What this task involves: Would you pull out every line of the material that contains the string "grid"?

====== Data in this exercise

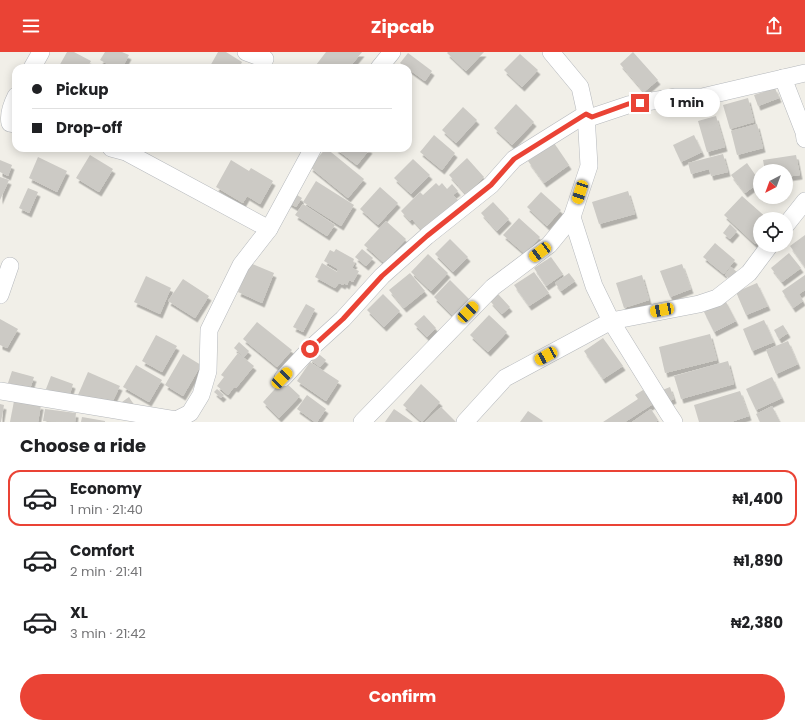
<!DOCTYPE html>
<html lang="en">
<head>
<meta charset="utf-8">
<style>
	body { margin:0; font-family:Poppins,sans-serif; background:#f2f2f2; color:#202124; height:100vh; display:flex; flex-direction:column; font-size:15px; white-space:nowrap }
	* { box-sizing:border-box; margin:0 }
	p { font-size:13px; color:#757577 }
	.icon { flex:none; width:22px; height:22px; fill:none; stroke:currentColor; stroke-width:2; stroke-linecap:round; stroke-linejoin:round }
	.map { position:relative; height:370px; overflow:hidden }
	.side { display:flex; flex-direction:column; background:#fff; flex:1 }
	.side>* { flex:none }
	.banner { position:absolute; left:12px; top:12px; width:400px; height:88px; border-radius:12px; box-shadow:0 2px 10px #0003; display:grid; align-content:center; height:88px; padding:0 20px; background:#fff }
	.needle { width:26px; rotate:221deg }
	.fabs { position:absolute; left:753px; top:112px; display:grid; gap:8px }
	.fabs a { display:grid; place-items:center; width:40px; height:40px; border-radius:50%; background:#fff; box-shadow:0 2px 10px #0003; font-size:20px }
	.end { position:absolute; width:18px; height:18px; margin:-9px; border:5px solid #ea4335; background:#fff; box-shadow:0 0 0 2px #fff }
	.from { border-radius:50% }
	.bubble { position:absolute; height:28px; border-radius:14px; background:#fff; box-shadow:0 2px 10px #0003; font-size:13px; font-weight:700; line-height:28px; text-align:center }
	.car { position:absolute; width:12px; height:24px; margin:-12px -6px; border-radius:5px; box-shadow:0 0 3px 1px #0007; background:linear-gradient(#f5c518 24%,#345 0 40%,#f5c518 0 76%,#345 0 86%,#f5c518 0) }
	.banner b { display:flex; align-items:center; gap:14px; height:38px; font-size:15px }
	.banner b+b { border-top:1px solid #e0e0e0 }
	.banner i { width:10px; height:10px; background:#202124 }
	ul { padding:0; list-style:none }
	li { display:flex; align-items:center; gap:12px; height:56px; margin:0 8px 6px; padding:0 12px; border:2px solid transparent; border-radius:12px }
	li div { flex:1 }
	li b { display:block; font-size:15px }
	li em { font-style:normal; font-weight:700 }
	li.current { border-color:#ea4335 }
	li>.icon { width:36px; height:36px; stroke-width:1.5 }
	h2 { padding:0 20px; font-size:18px; line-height:48px }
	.action { display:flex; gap:8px; margin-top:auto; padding:8px 20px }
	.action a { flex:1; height:46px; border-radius:24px; background:#ea4335; color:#fff; font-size:16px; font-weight:700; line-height:46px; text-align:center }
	header { display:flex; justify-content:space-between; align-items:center; height:52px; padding:0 20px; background:#ea4335; color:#fff; font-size:18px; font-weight:700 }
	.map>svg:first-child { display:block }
</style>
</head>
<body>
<header><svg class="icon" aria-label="menu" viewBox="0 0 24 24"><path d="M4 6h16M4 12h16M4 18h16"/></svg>Zipcab<svg class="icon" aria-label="share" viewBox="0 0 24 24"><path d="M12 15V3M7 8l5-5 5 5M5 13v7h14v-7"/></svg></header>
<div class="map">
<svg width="805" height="370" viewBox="0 0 805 370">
	<defs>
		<filter id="shadow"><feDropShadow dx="2.5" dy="4.5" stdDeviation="0" flood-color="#0004"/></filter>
	</defs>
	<rect width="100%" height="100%" fill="#f1efe8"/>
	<g fill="#cccac5" filter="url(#shadow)">
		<path d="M67,0H74L91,9L87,16H58Z"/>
		<path d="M105,0H122L129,3L122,16H115L100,8Z"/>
		<path d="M218,0H226L242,10L239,16H209Z"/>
		<path d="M326,0H362L349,16H320L316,13Z"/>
		<path d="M448,0H484L466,19L447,1Z"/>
		<path d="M633,0L658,28L644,40L620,12Z"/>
		<path d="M408,1L432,19L425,29L400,11Z"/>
		<path d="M520,2L538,18L522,35L504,18Z"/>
		<path d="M775,36L779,46L758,54L754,43Z"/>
		<path d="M748,46L754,70L730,77L723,53Z"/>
		<path d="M516,52L534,70L512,93L494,76Z"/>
		<path d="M463,55L477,68L456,91L442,78Z"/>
		<path d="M716,64L725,95L707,100L698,69Z"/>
		<path d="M757,72L763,96L737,103L731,79Z"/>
		<path d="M434,83L455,101L442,118L420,100Z"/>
		<path d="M694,83L702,100L681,110L673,93Z"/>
		<path d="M554,91L569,113L544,131L528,109Z"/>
		<path d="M326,96L364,127L348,146L310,115Z"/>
		<path d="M335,96H368L370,97L357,113Z"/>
		<path d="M723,102L728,120L711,124L709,117L691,122L688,111Z"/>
		<path d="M90,103L113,117L99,140L76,126Z"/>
		<path d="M796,103L800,123L786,125V119H765L763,108Z"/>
		<path d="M38,105L67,119L57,140L29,126Z"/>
		<path d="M467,106L484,125L466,142L449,123Z"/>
		<path d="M413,107L430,123L411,142L394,126Z"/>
		<path d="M0,108L12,113L8,124L0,120Z"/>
		<path d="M231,108L249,119L251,116L273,129L260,152L247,144L243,151L216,135Z"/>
		<path d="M747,111L760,130L745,141L731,123Z"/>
		<path d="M0,125L9,128L0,148Z"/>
		<path d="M316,129L354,153L341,174L303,150Z"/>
		<path d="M436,131L439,134L442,131L447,137L452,132L458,139L453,143L459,149L423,179L412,167L410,169L401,159L420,140L423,143Z"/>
		<path d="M380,135L398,151L378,173L360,157Z"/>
		<path d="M28,136L38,140L29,161L19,156Z"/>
		<path d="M628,139L635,162L599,172L592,150Z"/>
		<path d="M292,140L302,146L296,155L286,149Z"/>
		<path d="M541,140L561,158L547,174L527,155Z"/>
		<path d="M742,144L768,167H760V187L755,192L724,163Z"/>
		<path d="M493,150L509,167L497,179L481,161Z"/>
		<path d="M303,152L335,173L327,184L295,163Z"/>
		<path d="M519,166L540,185L525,202L503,183Z"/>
		<path d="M386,169L406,187L384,211L364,193Z"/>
		<path d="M730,172L737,179L730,187L723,181Z"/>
		<path d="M805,183V215L790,194Z"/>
		<path d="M450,187L468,205L453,220L435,202Z"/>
		<path d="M715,191L735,208L724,222L703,205Z"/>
		<path d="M336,197L354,207L353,210L355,211L352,216L359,219L353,230L349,228L347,233L344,231L343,233L339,231L335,236L315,225L322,211L337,220L338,217L324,209L330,198L334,200Z"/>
		<path d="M362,197L373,206L366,214L355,205Z"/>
		<path d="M789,201L801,216L782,230L771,216Z"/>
		<path d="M428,202L448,221L431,239L411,220Z"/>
		<path d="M551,205L563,222L546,234L534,216Z"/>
		<path d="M250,211L274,221L262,251L238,240Z"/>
		<path d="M682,212L691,237L670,245L660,219Z"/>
		<path d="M731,215L737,220L731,228L725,223Z"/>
		<path d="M534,220L549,241L529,254L514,233Z"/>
		<path d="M410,221L425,239L404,256L389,238Z"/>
		<path d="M569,221L575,229L561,239L555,231Z"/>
		<path d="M642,223L649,248L624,256L616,231Z"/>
		<path d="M805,223V238L799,242L803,249L793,256L782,239Z"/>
		<path d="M146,224L171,236L160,262L134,250Z"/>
		<path d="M183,227L209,244L195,266L168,249Z"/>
		<path d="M450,228L469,247L453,264L434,245Z"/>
		<path d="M757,231L768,254L746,263L736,240Z"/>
		<path d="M383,242L400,259L384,275L367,258Z"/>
		<path d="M498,242L510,255L502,262L490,249Z"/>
		<path d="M725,248L736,269L714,280L704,260Z"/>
		<path d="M306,252L315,257L303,280L293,275Z"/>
		<path d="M424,263L436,276L427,285L414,272Z"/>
		<path d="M489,263L507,280L488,300L470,283Z"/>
		<path d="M0,267L18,277L7,296L0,293Z"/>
		<path d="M764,268L774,290L752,299L743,277Z"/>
		<path d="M257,270L292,298L277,315L243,287Z"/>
		<path d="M783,273L788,281L779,287L774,278Z"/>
		<path d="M710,282L717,308L665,321L659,295Z"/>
		<path d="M156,283L177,294L162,320L142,309Z"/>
		<path d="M603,286L623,314L603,327L584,299Z"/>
		<path d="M788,289L798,312L776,322L766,298Z"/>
		<path d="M239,290L249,299L244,305L234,296Z"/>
		<path d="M315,299L326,308L320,315L309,307Z"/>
		<path d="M238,301L254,314L236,336L234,335L228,343L217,334L224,325L221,323Z"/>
		<path d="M183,302L201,313L183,344L165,333Z"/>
		<path d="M728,309L734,332L681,347L674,324Z"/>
		<path d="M310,310L339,329L326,349L297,329Z"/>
		<path d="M136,313L162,328L149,350L123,335Z"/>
		<path d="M12,319L34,325L30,337L8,331Z"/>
		<path d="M88,320L120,334L109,357L78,343Z"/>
		<path d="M51,324L73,332L69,345L46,337Z"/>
		<path d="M772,325L782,346L756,358L746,337Z"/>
		<path d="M283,328L300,344L279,366L263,350Z"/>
		<path d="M421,332L440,350L422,370L403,353Z"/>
		<path d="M670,335L674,347L665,351L660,339Z"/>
		<path d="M217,337L224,343L221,346L214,340Z"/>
		<path d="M643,338L653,352L625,370H603L638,347L635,343Z"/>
		<path d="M740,339L749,364L731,370H699L694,353Z"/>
		<path d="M307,343L326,357L317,370H315L297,357Z"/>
		<path d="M129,345L134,353L128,358L122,350Z"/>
		<path d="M14,349L41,353L38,370H10Z"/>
		<path d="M0,352L4,353L1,370H0Z"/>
		<path d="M772,354L780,370H760L756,362Z"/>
		<path d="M441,355L456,370H425Z"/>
		<path d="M45,357L76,361L75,370L43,369Z"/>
		<path d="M394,357L413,370H385Z"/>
		<path d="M651,357L658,368L656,370H632Z"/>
		<path d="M528,359L543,369L542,370H520Z"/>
		<path d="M82,365L105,369V370H81Z"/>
	</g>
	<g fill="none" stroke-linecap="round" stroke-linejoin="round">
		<defs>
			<g id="minor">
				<path d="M246,0L265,7"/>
				<path d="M551,0L580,35L586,62L589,114L572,165L594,234L611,269L668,361L674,370"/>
				<path d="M32,16L41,0"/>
				<path d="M379,16L392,0"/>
				<path d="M783,26L804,80L805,87"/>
				<path d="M16,44C12,52 8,63 10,71L16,72"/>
				<path d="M586,62L592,65L628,53L676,45H702L805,21"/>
				<path d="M111,96L126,100L269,177"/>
				<path d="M786,173L805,149"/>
				<path d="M0,243L10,214"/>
				<path d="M283,326L310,297L343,267L382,224L427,184L491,133L514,107L586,62"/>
				<path d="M0,339L176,368L190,361L201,343L208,319L209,278L241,213L269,177L313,96"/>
				<path d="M362,370L493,235L549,193L572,165"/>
				<path d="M465,370L505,326L611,269L699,252L717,246L749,221L770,193"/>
			</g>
		</defs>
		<use href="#minor" stroke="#b5b8bc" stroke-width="18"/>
		<use href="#minor" stroke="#fff" stroke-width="17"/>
	</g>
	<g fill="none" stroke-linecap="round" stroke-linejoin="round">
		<path stroke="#ea4335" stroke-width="5" d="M310,297L343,267L382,224L427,184L491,133L514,107L586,62L592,65L628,52L640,51"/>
	</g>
</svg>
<div class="fabs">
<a><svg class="needle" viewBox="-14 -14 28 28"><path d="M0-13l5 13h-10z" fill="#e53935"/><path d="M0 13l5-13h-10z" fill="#757577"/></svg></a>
<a><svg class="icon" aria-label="locate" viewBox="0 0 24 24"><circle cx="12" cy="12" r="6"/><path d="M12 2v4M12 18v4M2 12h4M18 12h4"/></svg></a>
</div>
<i class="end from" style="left:310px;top:297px"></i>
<i class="end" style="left:640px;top:51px"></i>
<div class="bubble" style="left:654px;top:37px;width:66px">1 min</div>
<i class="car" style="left:580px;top:140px;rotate:198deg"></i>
<i class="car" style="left:540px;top:200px;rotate:233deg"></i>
<i class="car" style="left:662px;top:258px;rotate:259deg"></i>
<i class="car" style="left:468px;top:260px;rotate:44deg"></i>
<i class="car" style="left:546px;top:304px;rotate:241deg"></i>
<i class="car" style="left:282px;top:326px;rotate:44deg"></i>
<div class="banner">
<b><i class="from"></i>Pickup</b>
<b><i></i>Drop-off</b>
</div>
</div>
<section class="side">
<h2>Choose a ride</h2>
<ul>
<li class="current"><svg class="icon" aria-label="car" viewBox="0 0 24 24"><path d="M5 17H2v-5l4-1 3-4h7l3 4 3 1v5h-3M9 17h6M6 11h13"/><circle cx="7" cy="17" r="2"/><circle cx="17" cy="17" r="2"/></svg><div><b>Economy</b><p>1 min · 21:40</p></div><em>₦1,400</em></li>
<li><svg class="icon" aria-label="car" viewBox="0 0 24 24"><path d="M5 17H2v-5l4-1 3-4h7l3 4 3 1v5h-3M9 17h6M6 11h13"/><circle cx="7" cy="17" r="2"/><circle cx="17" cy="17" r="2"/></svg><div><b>Comfort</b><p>2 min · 21:41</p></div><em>₦1,890</em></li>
<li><svg class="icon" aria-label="car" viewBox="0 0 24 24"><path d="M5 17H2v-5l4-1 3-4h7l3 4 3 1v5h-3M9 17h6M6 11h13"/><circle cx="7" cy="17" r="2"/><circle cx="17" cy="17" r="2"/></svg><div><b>XL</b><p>3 min · 21:42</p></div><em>₦2,380</em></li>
</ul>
<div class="action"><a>Confirm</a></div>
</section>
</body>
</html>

============

Task output:
	.banner { position:absolute; left:12px; top:12px; width:400px; height:88px; border-radius:12px; box-shadow:0 2px 10px #0003; display:grid; align-content:center; height:88px; padding:0 20px; background:#fff }
	.fabs { position:absolute; left:753px; top:112px; display:grid; gap:8px }
	.fabs a { display:grid; place-items:center; width:40px; height:40px; border-radius:50%; background:#fff; box-shadow:0 2px 10px #0003; font-size:20px }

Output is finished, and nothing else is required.